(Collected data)
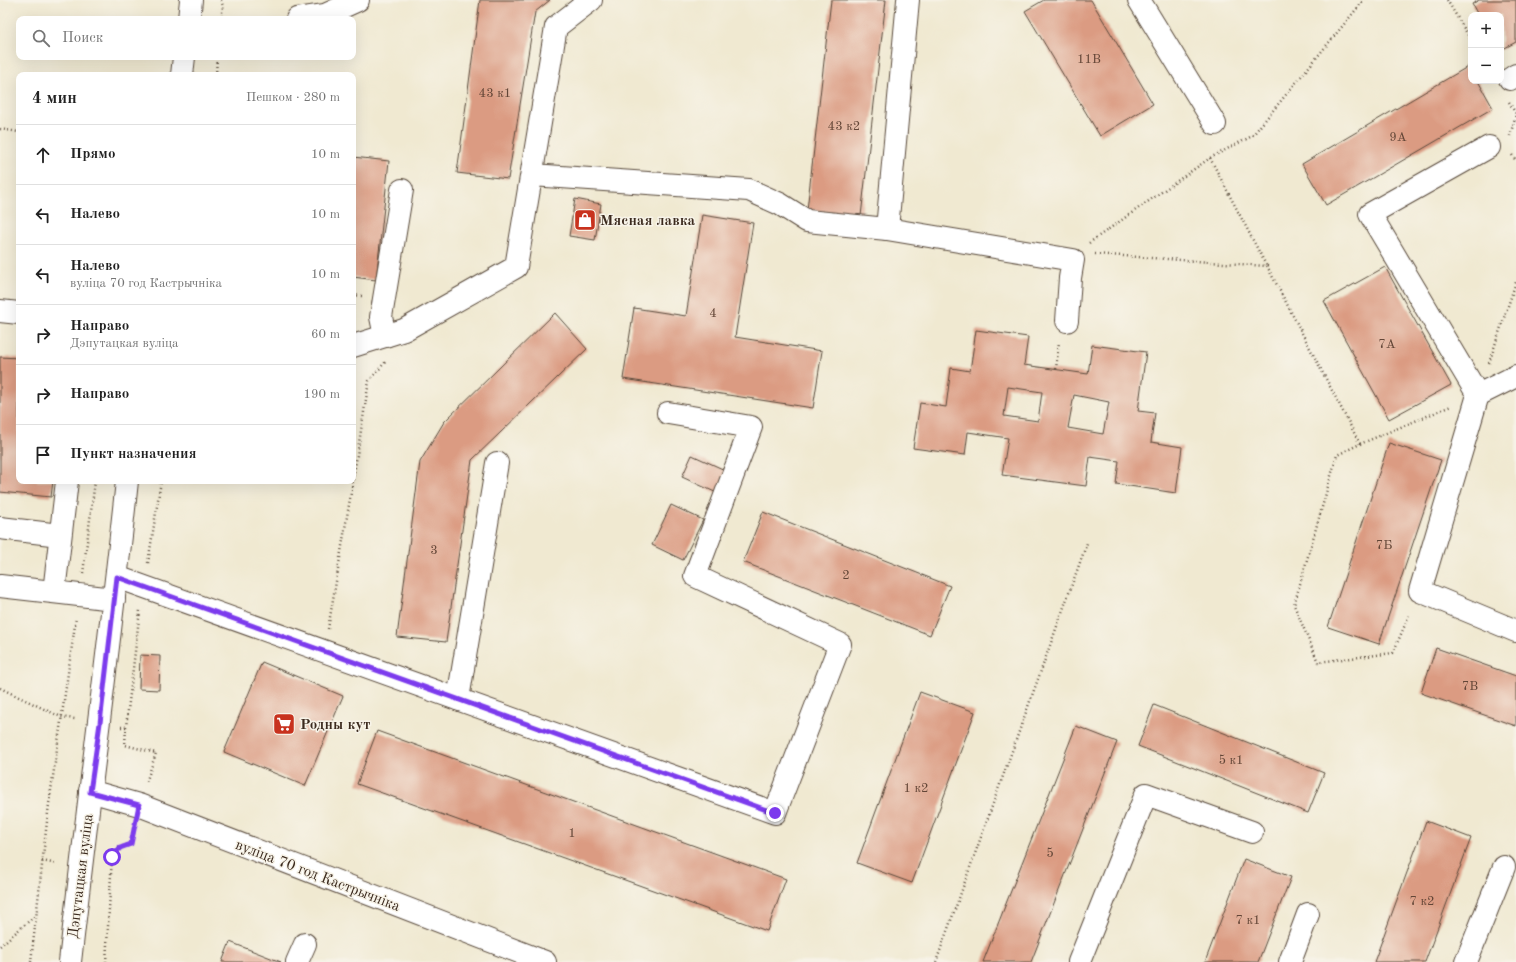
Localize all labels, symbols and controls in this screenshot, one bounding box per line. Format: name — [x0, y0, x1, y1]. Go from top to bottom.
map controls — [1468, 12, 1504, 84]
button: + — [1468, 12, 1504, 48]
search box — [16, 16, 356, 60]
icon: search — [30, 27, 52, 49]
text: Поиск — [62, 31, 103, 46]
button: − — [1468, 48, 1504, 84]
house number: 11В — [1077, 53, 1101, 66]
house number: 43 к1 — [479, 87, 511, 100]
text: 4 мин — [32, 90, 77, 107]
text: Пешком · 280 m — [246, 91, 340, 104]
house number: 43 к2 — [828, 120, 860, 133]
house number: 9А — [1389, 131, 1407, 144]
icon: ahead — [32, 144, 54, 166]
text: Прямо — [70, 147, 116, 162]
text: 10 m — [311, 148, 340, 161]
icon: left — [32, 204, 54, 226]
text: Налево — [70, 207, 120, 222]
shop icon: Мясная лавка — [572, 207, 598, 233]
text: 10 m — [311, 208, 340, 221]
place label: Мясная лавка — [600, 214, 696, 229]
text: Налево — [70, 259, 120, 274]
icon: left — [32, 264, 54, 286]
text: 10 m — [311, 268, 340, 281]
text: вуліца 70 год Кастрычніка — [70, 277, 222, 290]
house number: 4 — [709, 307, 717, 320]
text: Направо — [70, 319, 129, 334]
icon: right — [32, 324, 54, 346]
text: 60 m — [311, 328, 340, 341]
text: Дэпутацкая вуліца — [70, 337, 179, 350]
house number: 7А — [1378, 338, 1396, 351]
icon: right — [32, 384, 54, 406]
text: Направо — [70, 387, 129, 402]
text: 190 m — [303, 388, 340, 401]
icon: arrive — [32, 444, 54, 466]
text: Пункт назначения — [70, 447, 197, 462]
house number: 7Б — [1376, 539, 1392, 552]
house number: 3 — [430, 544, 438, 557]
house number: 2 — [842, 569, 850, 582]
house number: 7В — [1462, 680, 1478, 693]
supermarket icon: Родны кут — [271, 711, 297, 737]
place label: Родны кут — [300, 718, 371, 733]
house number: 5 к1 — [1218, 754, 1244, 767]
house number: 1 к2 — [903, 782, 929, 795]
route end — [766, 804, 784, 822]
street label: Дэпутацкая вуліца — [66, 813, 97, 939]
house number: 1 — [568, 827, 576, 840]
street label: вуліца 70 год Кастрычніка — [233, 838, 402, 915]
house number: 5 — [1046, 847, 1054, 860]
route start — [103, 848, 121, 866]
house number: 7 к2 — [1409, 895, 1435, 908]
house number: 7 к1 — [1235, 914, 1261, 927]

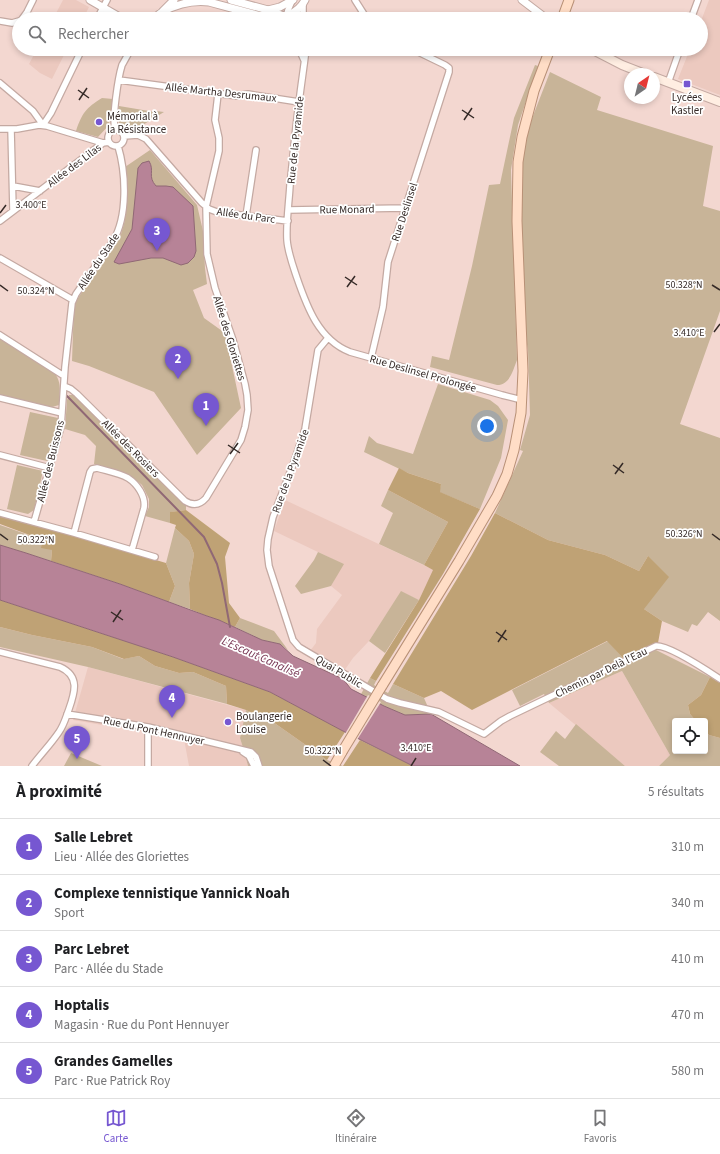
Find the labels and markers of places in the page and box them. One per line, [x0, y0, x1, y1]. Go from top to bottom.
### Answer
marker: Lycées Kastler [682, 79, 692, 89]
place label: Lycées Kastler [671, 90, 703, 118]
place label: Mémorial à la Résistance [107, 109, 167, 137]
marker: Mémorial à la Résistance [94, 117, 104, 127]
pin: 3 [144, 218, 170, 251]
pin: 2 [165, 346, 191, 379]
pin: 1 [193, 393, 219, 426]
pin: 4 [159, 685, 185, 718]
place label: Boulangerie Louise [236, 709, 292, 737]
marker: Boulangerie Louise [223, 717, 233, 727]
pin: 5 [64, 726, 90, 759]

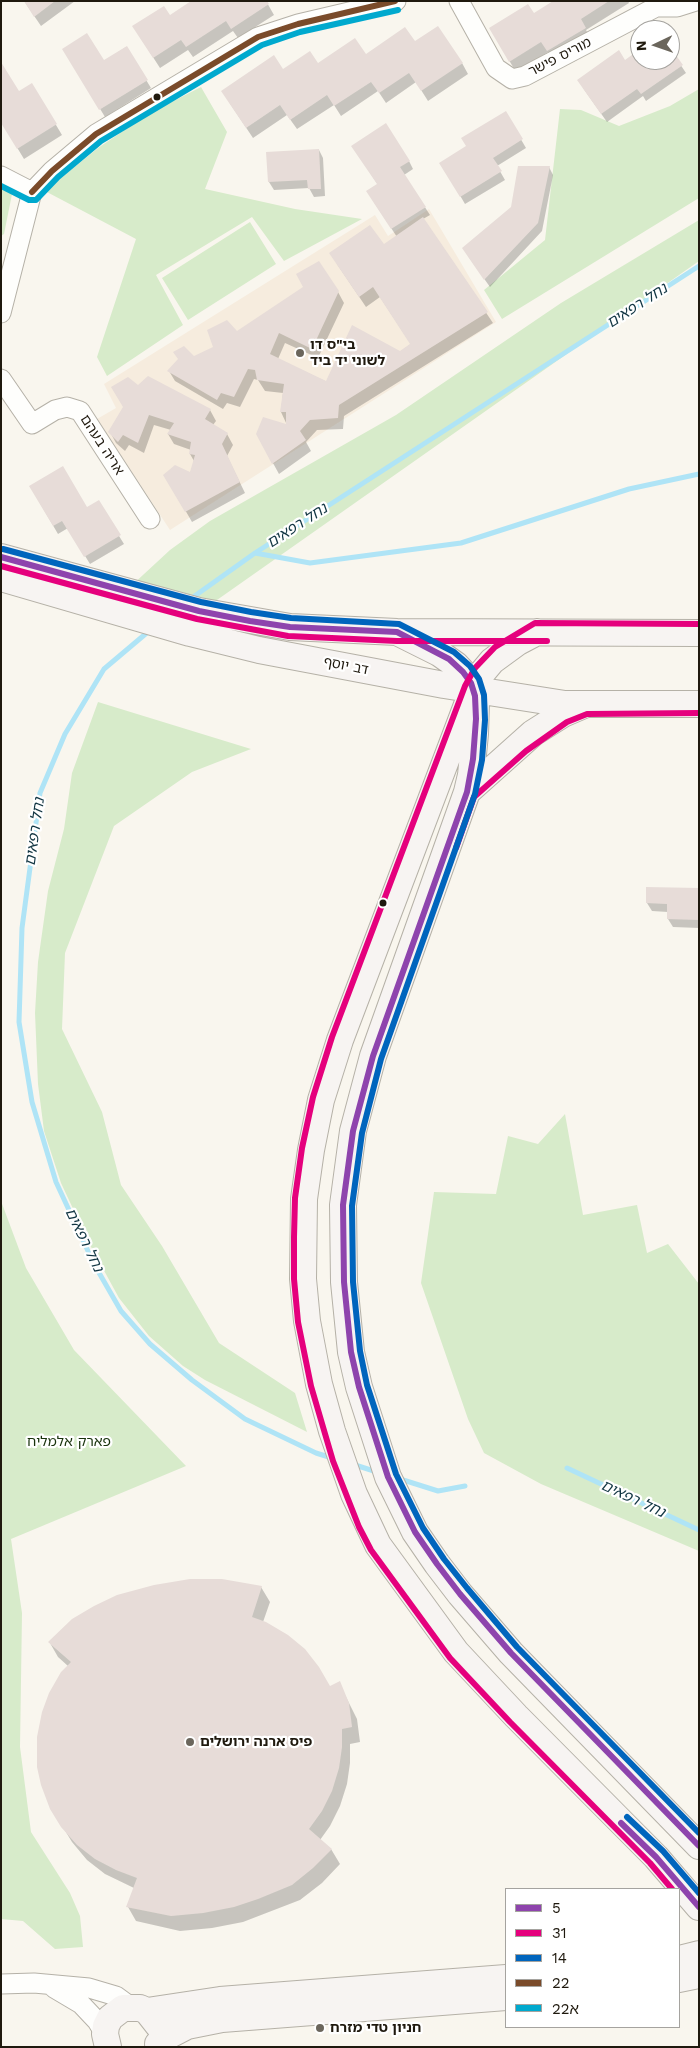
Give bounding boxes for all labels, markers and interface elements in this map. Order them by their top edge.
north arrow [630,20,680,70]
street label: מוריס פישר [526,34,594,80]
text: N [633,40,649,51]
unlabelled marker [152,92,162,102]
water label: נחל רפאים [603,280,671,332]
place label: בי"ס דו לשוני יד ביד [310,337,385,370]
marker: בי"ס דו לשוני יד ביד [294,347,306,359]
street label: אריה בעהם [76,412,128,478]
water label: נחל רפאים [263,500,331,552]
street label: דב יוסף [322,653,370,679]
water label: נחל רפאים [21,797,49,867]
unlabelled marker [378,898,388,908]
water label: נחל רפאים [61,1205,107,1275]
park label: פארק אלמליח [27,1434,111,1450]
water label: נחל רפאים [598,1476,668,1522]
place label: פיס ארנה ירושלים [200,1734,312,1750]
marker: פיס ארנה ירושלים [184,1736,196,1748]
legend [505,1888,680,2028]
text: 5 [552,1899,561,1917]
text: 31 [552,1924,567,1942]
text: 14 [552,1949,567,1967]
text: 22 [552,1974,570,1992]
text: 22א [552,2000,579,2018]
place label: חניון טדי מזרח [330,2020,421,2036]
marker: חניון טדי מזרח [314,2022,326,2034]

_TASK DESCRIPTION_. Looking at the records above, how many lines contain "лавка"? Only the number is needed.

_EXPECTED OUTPUT_. 2